Peer Review of NIH NRSA Fellowship Proposals
Tuesday, May 25, 5:00 – 5:30 pm EDT
Speaker: Cibu Thomas
The objective of this session is to provide the principal investigators and their sponsors an overview about the process by which peer review of predoctoral and postdoctoral NRSA proposals is implemented by the NIH Center for Scientific Review.
Cibu Thomas
National Institutes of Health
Dr. Cibu Thomas earned his M.S. in Applied Cognition and Neuroscience from the University of Texas at Dallas, and his Ph.D. in Psychology from Carnegie Mellon University. After postdoctoral training at the Athinoula A. Martinos Center for Biomedical Imaging at Massachusetts General Hospital, Harvard Medical School, he served as a Research Fellow at the Center for Neuroscience and Regenerative Medicine.
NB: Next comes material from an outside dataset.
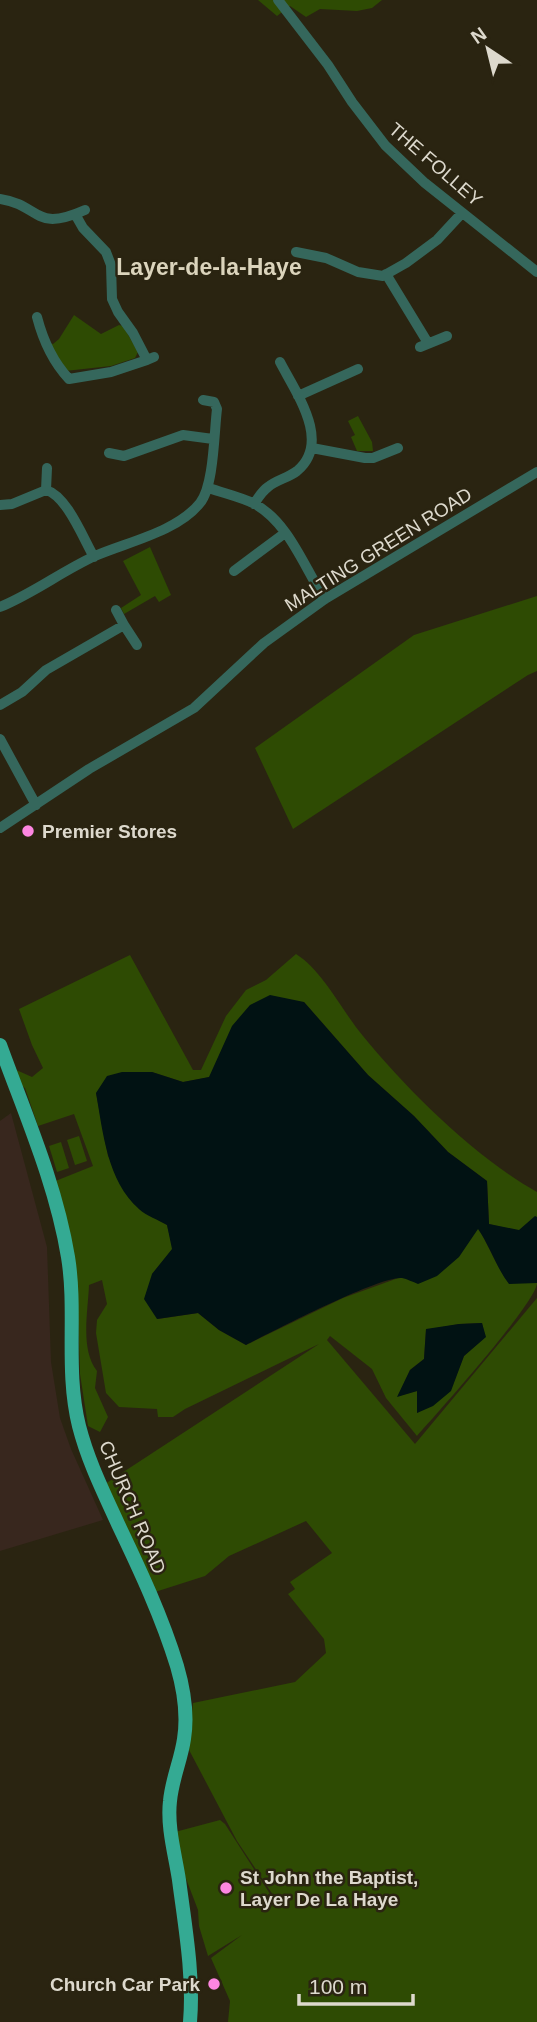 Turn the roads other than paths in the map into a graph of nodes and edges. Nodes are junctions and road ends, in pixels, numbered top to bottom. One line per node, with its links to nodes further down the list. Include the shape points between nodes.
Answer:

He then served as a Staff Scientist for the Section on Learning and Plasticity in the Laboratory of Brain and Cognition at the National Institute of Mental Health, where his research focused on elucidating the principles governing brain plasticity and its relation to behavior using multimodal MRI and psychophysics. He is currently the scientific review officer for the NIH NRSA Fellowships study section F02B, which manages the scientific review of applications proposing training that is focused on understanding normal sensory (both auditory and visual), motor or sensorimotor function as well as disorders of cognitive, sensory, perceptual and motor development.